### Available records
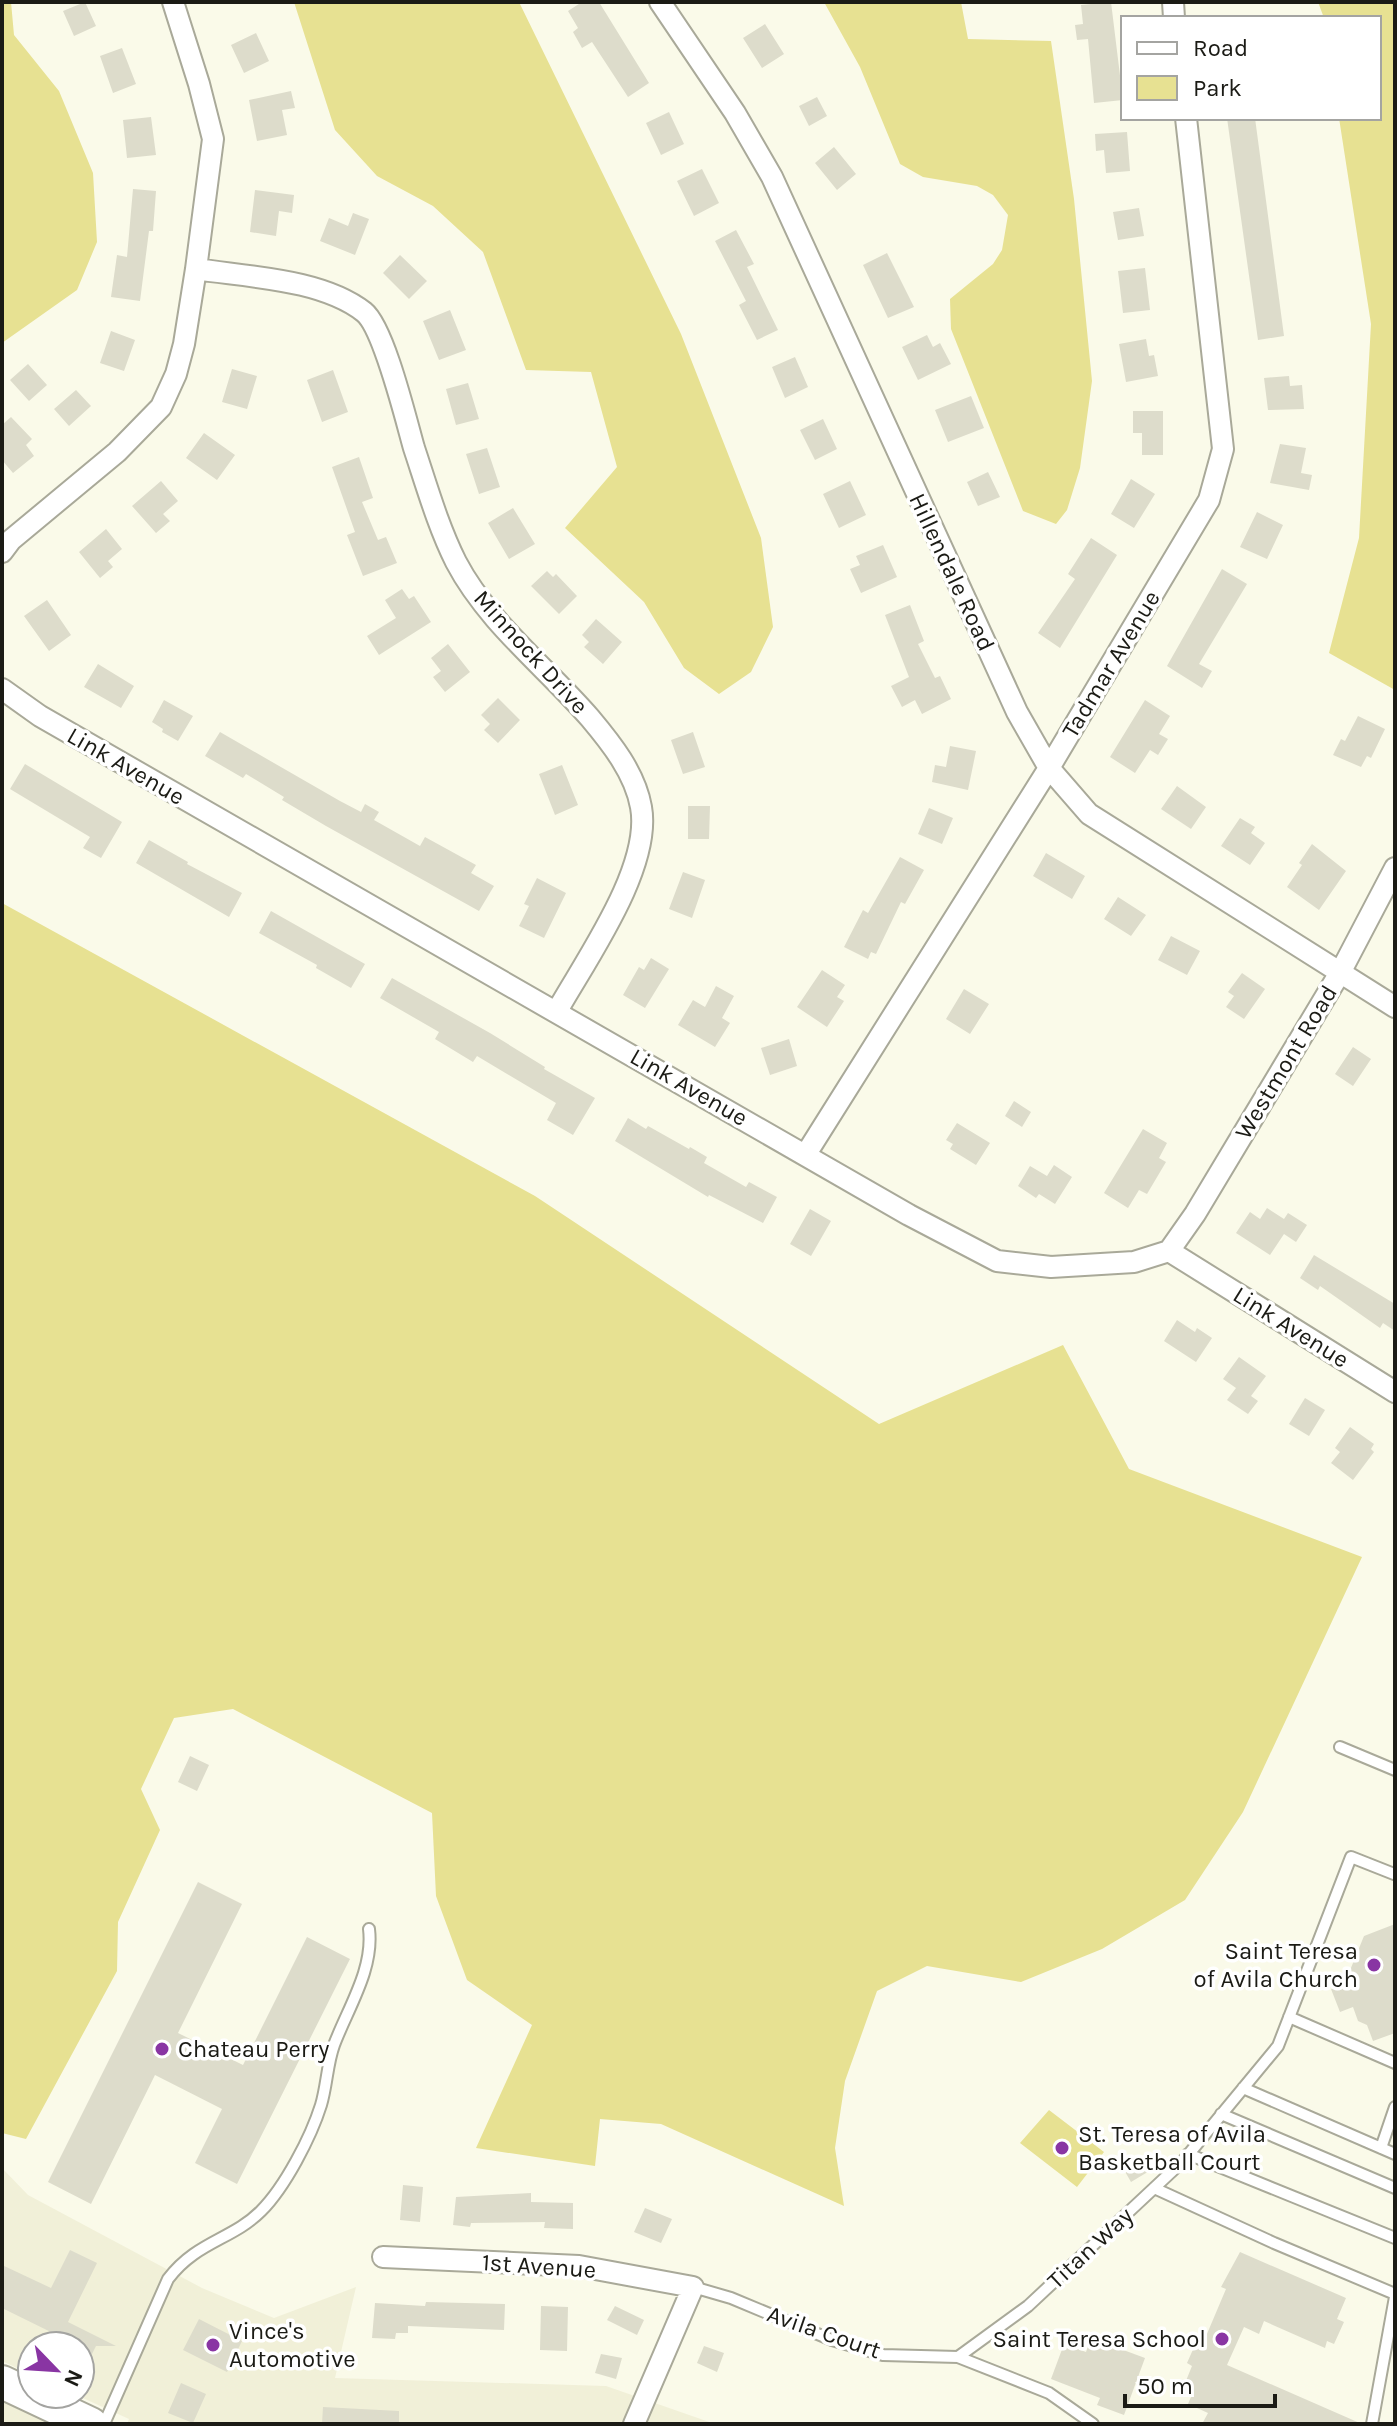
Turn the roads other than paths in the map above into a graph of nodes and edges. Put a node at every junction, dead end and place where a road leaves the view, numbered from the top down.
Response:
1 (173, 2) edge
2 (660, 2) edge
3 (1186, 120) edge
4 (196, 269) junction
5 (2, 552) edge
6 (2, 689) edge
7 (1049, 768) junction
8 (1395, 868) edge
9 (1341, 971) junction
10 (1395, 1007) edge
11 (557, 1011) junction
12 (806, 1154) junction
13 (1169, 1251) junction
14 (1395, 1392) edge
15 (1340, 1747) dead end
16 (1395, 1770) edge
17 (1394, 1874) edge
18 (369, 1929) dead end
19 (1289, 2017) junction
20 (1395, 2063) edge
21 (1243, 2088) junction
22 (1395, 2107) edge
23 (1221, 2114) junction
24 (1381, 2148) junction
25 (1188, 2154) junction
26 (1395, 2154) edge
27 (1154, 2188) junction
28 (1395, 2188) edge
29 (1395, 2238) edge
30 (383, 2257) dead end
31 (693, 2287) junction
32 (1395, 2295) edge
33 (958, 2357) junction
34 (2, 2382) edge
35 (91, 2424) edge
36 (104, 2424) edge
37 (634, 2424) edge
38 (1093, 2424) edge
39 (1372, 2424) edge

1 - 4 street
2 - 7 street, Hillendale Road
3 - 7 street, Tadmar Avenue
4 - 5 street
4 - 11 street, Minnock Drive
6 - 11 street, Link Avenue
7 - 9 street, Hillendale Road
7 - 12 street, Tadmar Avenue
8 - 9 street, Westmont Road
9 - 10 street, Hillendale Road
9 - 13 street, Westmont Road
11 - 12 street, Link Avenue
12 - 13 street, Link Avenue
13 - 14 street, Link Avenue
15 - 16 lane
17 - 19 lane, Titan Way
18 - 36 lane
19 - 20 lane
19 - 21 lane, Titan Way
21 - 23 lane, Titan Way
21 - 24 lane
22 - 24 lane
23 - 25 lane, Titan Way
23 - 28 lane
24 - 26 lane
25 - 27 lane, Titan Way
25 - 29 lane
27 - 32 lane
27 - 33 lane, Titan Way
30 - 31 street, 1st Avenue
31 - 33 lane, Avila Court
31 - 37 street
32 - 39 lane
33 - 38 lane, Avila Court
34 - 35 main road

### Action item
Retype each record exactly as it appears above and drop the images.

### Answer space
Turn the roads other than paths in the map above into a graph of nodes and edges. Put a node at every junction, dead end and place where a road leaves the view, numbered from the top down.
Response:
1 (173, 2) edge
2 (660, 2) edge
3 (1186, 120) edge
4 (196, 269) junction
5 (2, 552) edge
6 (2, 689) edge
7 (1049, 768) junction
8 (1395, 868) edge
9 (1341, 971) junction
10 (1395, 1007) edge
11 (557, 1011) junction
12 (806, 1154) junction
13 (1169, 1251) junction
14 (1395, 1392) edge
15 (1340, 1747) dead end
16 (1395, 1770) edge
17 (1394, 1874) edge
18 (369, 1929) dead end
19 (1289, 2017) junction
20 (1395, 2063) edge
21 (1243, 2088) junction
22 (1395, 2107) edge
23 (1221, 2114) junction
24 (1381, 2148) junction
25 (1188, 2154) junction
26 (1395, 2154) edge
27 (1154, 2188) junction
28 (1395, 2188) edge
29 (1395, 2238) edge
30 (383, 2257) dead end
31 (693, 2287) junction
32 (1395, 2295) edge
33 (958, 2357) junction
34 (2, 2382) edge
35 (91, 2424) edge
36 (104, 2424) edge
37 (634, 2424) edge
38 (1093, 2424) edge
39 (1372, 2424) edge

1 - 4 street
2 - 7 street, Hillendale Road
3 - 7 street, Tadmar Avenue
4 - 5 street
4 - 11 street, Minnock Drive
6 - 11 street, Link Avenue
7 - 9 street, Hillendale Road
7 - 12 street, Tadmar Avenue
8 - 9 street, Westmont Road
9 - 10 street, Hillendale Road
9 - 13 street, Westmont Road
11 - 12 street, Link Avenue
12 - 13 street, Link Avenue
13 - 14 street, Link Avenue
15 - 16 lane
17 - 19 lane, Titan Way
18 - 36 lane
19 - 20 lane
19 - 21 lane, Titan Way
21 - 23 lane, Titan Way
21 - 24 lane
22 - 24 lane
23 - 25 lane, Titan Way
23 - 28 lane
24 - 26 lane
25 - 27 lane, Titan Way
25 - 29 lane
27 - 32 lane
27 - 33 lane, Titan Way
30 - 31 street, 1st Avenue
31 - 33 lane, Avila Court
31 - 37 street
32 - 39 lane
33 - 38 lane, Avila Court
34 - 35 main road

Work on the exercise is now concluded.